Me Jean-François Fiset: Permettez-moi de donner un complément de réponse à la question de M. Reynolds. Est-ce que lui-même ou les Canadiens accepteraient que leurs empreintes digitales soient prises chaque fois qu'ils franchissent une frontière? Comme human rights activist, je crois que c'est la prochaine étape. Si on donnait ce pouvoir face aux immigrants, j'aurais vraiment peur qu'il soit étendu à tous. On est tous des immigrants quand on va en France ou aux États-Unis.

Il ne faut pas oublier qu'avec le nombre de registres qui existent, on est fichés de plusieurs manières et à plusieurs endroits, notamment au bureau des passeports. Ce sera la prochaine étape: on va vous demander vos empreintes chaque fois que vous entrerez aux États-Unis et on pourra vous dire: «Il me semble que vous voyagez souvent ces derniers temps. Vous êtes passé ici la semaine dernière.» C'est une chose qu'on doit garder à l'esprit.

[Traduction]

Le président: Monsieur Mahoney.

M. Steve Mahoney (Mississauga-Ouest, Lib.): Je suppose qu'il est possible que le travail du Comité de la justice sur le système de registre national des empreintes génétiques pourrait éliminer ce problème particulier lorsqu'il s'agit de criminels.

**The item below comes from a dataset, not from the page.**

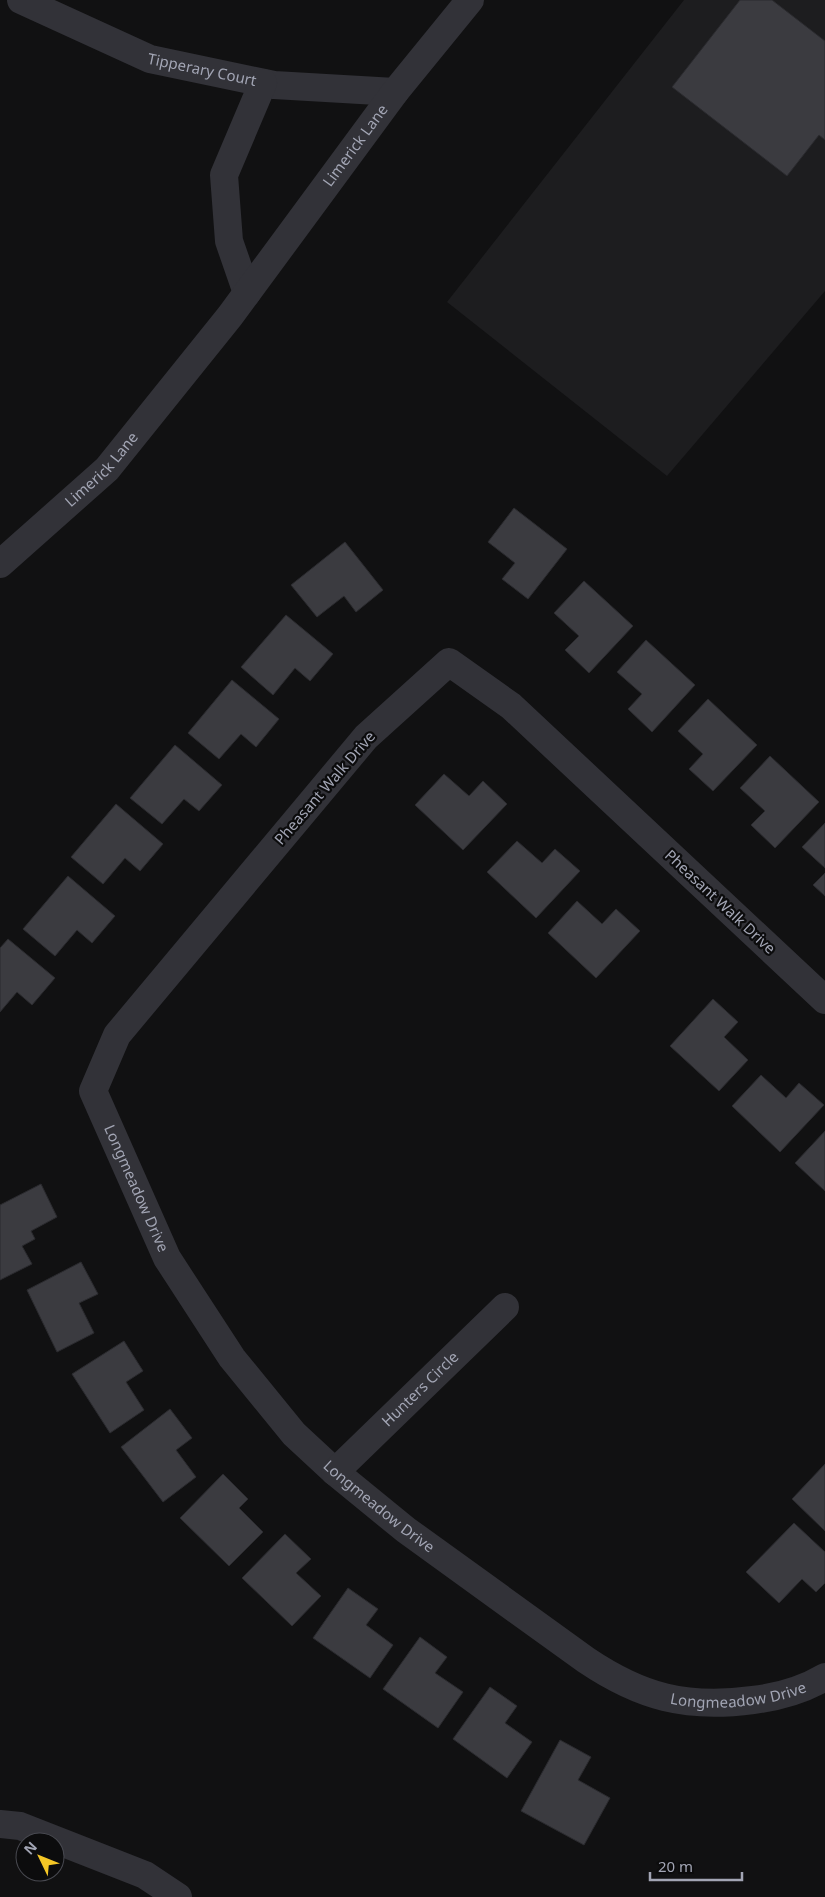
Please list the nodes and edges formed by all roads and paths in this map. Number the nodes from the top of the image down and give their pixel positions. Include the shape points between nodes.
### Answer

Si j'ai bien compris, vous favorisez un certain laissez-faire au niveau des changements en ce sens que vous n'avez aucune objection à la détention de ceux qui présentent une menace pour la sécurité publique. Je pense que c'est ce que M. Montbriand a dit au début. Le véritable problème, c'est la question de l'identité et la crainte que les gens ne se présentent pas.

Notre comité a essayé de trouver certaines solutions et de recommander certains changements au ministre. Je considère que la grande majorité—et je suis tout à fait d'accord avec vous—de ceux qui arrivent ici ne posent pas de problèmes; c'est la minorité. Donc, il n'y a rien à changer puisqu'on n'arrivera pas à les attraper de toute façon, ce qui est, je crois, votre position également. Je ne crois pas que ce soit une recommandation que le comité serait porté à faire.

• 1210

Nous avons besoin de propositions concrètes. Votre association se compose de 150 avocats du Québec et je suppose que certains des clients que vous représentez auraient droit à une forme quelconque d'aide juridique dans votre province. Je ne suis pas autant au courant de la situation là-bas qu'en Ontario. Donc, ils n'auraient pas la possibilité, disons, de déposer un cautionnement ou une forme quelconque de garantie pour qu'on soit sûr qu'ils se présentent.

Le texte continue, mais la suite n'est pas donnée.